◆ **Problem to work on**
Retype the whole listing that follows so that it matches the original exactly.

----- Supplied data

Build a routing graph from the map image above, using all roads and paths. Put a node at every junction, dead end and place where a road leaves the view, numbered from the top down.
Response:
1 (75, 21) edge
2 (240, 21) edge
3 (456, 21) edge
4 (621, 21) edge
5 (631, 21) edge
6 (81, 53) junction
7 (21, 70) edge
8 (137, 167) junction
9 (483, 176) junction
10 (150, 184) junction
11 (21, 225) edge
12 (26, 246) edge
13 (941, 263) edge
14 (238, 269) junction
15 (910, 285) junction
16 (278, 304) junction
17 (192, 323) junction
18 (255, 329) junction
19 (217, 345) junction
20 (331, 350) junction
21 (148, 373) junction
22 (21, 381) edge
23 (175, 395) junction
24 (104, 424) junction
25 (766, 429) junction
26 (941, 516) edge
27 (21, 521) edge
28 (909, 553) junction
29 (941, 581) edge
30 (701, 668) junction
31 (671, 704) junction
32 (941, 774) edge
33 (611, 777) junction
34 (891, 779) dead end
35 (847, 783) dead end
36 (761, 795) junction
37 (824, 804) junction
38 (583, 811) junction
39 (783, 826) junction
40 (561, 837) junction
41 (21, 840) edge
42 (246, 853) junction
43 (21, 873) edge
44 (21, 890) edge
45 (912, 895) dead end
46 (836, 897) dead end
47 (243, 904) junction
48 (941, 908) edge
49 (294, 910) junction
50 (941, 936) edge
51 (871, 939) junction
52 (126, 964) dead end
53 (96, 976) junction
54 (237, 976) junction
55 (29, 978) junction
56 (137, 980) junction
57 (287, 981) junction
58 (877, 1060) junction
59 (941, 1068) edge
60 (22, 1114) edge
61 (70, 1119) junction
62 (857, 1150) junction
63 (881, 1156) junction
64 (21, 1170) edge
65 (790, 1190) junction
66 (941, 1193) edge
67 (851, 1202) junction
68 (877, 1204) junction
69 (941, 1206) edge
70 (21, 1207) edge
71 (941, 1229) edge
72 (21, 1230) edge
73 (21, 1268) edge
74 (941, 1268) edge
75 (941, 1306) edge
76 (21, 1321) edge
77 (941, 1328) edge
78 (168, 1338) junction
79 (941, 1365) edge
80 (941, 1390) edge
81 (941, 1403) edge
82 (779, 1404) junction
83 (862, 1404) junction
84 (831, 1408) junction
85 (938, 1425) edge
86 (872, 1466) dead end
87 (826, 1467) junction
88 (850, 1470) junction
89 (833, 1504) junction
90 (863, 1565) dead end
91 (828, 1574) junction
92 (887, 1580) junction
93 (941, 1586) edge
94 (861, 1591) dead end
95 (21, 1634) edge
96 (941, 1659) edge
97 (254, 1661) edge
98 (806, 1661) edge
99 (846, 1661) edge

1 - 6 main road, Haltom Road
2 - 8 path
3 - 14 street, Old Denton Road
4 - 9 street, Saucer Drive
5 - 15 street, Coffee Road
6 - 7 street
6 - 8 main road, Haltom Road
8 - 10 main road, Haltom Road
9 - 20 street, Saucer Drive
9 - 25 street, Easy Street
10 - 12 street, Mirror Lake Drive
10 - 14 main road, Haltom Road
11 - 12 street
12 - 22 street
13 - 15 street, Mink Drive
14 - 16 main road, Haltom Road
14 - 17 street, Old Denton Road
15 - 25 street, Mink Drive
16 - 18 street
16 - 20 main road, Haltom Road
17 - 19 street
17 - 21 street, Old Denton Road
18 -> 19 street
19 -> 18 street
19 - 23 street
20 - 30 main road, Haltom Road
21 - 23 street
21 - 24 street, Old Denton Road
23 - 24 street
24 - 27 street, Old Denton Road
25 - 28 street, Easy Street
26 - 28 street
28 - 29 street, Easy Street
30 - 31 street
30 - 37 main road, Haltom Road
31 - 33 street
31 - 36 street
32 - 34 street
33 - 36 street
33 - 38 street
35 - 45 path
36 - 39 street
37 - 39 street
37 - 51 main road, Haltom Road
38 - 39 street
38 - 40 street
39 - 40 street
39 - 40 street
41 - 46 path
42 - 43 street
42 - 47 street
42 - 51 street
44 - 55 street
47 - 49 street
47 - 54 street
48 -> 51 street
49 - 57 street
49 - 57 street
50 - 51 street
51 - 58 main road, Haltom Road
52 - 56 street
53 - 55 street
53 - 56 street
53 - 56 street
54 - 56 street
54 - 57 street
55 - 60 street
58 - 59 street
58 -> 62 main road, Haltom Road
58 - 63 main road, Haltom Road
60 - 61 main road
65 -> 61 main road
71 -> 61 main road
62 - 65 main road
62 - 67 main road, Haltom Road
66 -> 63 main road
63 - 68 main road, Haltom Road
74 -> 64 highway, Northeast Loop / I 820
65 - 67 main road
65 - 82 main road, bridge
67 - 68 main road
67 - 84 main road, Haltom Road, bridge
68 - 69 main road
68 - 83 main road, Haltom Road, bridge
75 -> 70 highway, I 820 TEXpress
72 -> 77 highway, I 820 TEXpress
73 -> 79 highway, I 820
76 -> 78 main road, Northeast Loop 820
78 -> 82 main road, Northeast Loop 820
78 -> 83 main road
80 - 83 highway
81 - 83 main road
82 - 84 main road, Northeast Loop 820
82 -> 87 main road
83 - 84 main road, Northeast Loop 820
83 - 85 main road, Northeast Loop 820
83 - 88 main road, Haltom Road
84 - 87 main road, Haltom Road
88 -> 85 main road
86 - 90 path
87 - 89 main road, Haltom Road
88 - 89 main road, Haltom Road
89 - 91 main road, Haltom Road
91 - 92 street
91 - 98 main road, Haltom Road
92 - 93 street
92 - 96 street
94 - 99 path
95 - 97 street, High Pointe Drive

----------

◆ **The answer**
Build a routing graph from the map image above, using all roads and paths. Put a node at every junction, dead end and place where a road leaves the view, numbered from the top down.
Response:
1 (75, 21) edge
2 (240, 21) edge
3 (456, 21) edge
4 (621, 21) edge
5 (631, 21) edge
6 (81, 53) junction
7 (21, 70) edge
8 (137, 167) junction
9 (483, 176) junction
10 (150, 184) junction
11 (21, 225) edge
12 (26, 246) edge
13 (941, 263) edge
14 (238, 269) junction
15 (910, 285) junction
16 (278, 304) junction
17 (192, 323) junction
18 (255, 329) junction
19 (217, 345) junction
20 (331, 350) junction
21 (148, 373) junction
22 (21, 381) edge
23 (175, 395) junction
24 (104, 424) junction
25 (766, 429) junction
26 (941, 516) edge
27 (21, 521) edge
28 (909, 553) junction
29 (941, 581) edge
30 (701, 668) junction
31 (671, 704) junction
32 (941, 774) edge
33 (611, 777) junction
34 (891, 779) dead end
35 (847, 783) dead end
36 (761, 795) junction
37 (824, 804) junction
38 (583, 811) junction
39 (783, 826) junction
40 (561, 837) junction
41 (21, 840) edge
42 (246, 853) junction
43 (21, 873) edge
44 (21, 890) edge
45 (912, 895) dead end
46 (836, 897) dead end
47 (243, 904) junction
48 (941, 908) edge
49 (294, 910) junction
50 (941, 936) edge
51 (871, 939) junction
52 (126, 964) dead end
53 (96, 976) junction
54 (237, 976) junction
55 (29, 978) junction
56 (137, 980) junction
57 (287, 981) junction
58 (877, 1060) junction
59 (941, 1068) edge
60 (22, 1114) edge
61 (70, 1119) junction
62 (857, 1150) junction
63 (881, 1156) junction
64 (21, 1170) edge
65 (790, 1190) junction
66 (941, 1193) edge
67 (851, 1202) junction
68 (877, 1204) junction
69 (941, 1206) edge
70 (21, 1207) edge
71 (941, 1229) edge
72 (21, 1230) edge
73 (21, 1268) edge
74 (941, 1268) edge
75 (941, 1306) edge
76 (21, 1321) edge
77 (941, 1328) edge
78 (168, 1338) junction
79 (941, 1365) edge
80 (941, 1390) edge
81 (941, 1403) edge
82 (779, 1404) junction
83 (862, 1404) junction
84 (831, 1408) junction
85 (938, 1425) edge
86 (872, 1466) dead end
87 (826, 1467) junction
88 (850, 1470) junction
89 (833, 1504) junction
90 (863, 1565) dead end
91 (828, 1574) junction
92 (887, 1580) junction
93 (941, 1586) edge
94 (861, 1591) dead end
95 (21, 1634) edge
96 (941, 1659) edge
97 (254, 1661) edge
98 (806, 1661) edge
99 (846, 1661) edge

1 - 6 main road, Haltom Road
2 - 8 path
3 - 14 street, Old Denton Road
4 - 9 street, Saucer Drive
5 - 15 street, Coffee Road
6 - 7 street
6 - 8 main road, Haltom Road
8 - 10 main road, Haltom Road
9 - 20 street, Saucer Drive
9 - 25 street, Easy Street
10 - 12 street, Mirror Lake Drive
10 - 14 main road, Haltom Road
11 - 12 street
12 - 22 street
13 - 15 street, Mink Drive
14 - 16 main road, Haltom Road
14 - 17 street, Old Denton Road
15 - 25 street, Mink Drive
16 - 18 street
16 - 20 main road, Haltom Road
17 - 19 street
17 - 21 street, Old Denton Road
18 -> 19 street
19 -> 18 street
19 - 23 street
20 - 30 main road, Haltom Road
21 - 23 street
21 - 24 street, Old Denton Road
23 - 24 street
24 - 27 street, Old Denton Road
25 - 28 street, Easy Street
26 - 28 street
28 - 29 street, Easy Street
30 - 31 street
30 - 37 main road, Haltom Road
31 - 33 street
31 - 36 street
32 - 34 street
33 - 36 street
33 - 38 street
35 - 45 path
36 - 39 street
37 - 39 street
37 - 51 main road, Haltom Road
38 - 39 street
38 - 40 street
39 - 40 street
39 - 40 street
41 - 46 path
42 - 43 street
42 - 47 street
42 - 51 street
44 - 55 street
47 - 49 street
47 - 54 street
48 -> 51 street
49 - 57 street
49 - 57 street
50 - 51 street
51 - 58 main road, Haltom Road
52 - 56 street
53 - 55 street
53 - 56 street
53 - 56 street
54 - 56 street
54 - 57 street
55 - 60 street
58 - 59 street
58 -> 62 main road, Haltom Road
58 - 63 main road, Haltom Road
60 - 61 main road
65 -> 61 main road
71 -> 61 main road
62 - 65 main road
62 - 67 main road, Haltom Road
66 -> 63 main road
63 - 68 main road, Haltom Road
74 -> 64 highway, Northeast Loop / I 820
65 - 67 main road
65 - 82 main road, bridge
67 - 68 main road
67 - 84 main road, Haltom Road, bridge
68 - 69 main road
68 - 83 main road, Haltom Road, bridge
75 -> 70 highway, I 820 TEXpress
72 -> 77 highway, I 820 TEXpress
73 -> 79 highway, I 820
76 -> 78 main road, Northeast Loop 820
78 -> 82 main road, Northeast Loop 820
78 -> 83 main road
80 - 83 highway
81 - 83 main road
82 - 84 main road, Northeast Loop 820
82 -> 87 main road
83 - 84 main road, Northeast Loop 820
83 - 85 main road, Northeast Loop 820
83 - 88 main road, Haltom Road
84 - 87 main road, Haltom Road
88 -> 85 main road
86 - 90 path
87 - 89 main road, Haltom Road
88 - 89 main road, Haltom Road
89 - 91 main road, Haltom Road
91 - 92 street
91 - 98 main road, Haltom Road
92 - 93 street
92 - 96 street
94 - 99 path
95 - 97 street, High Pointe Drive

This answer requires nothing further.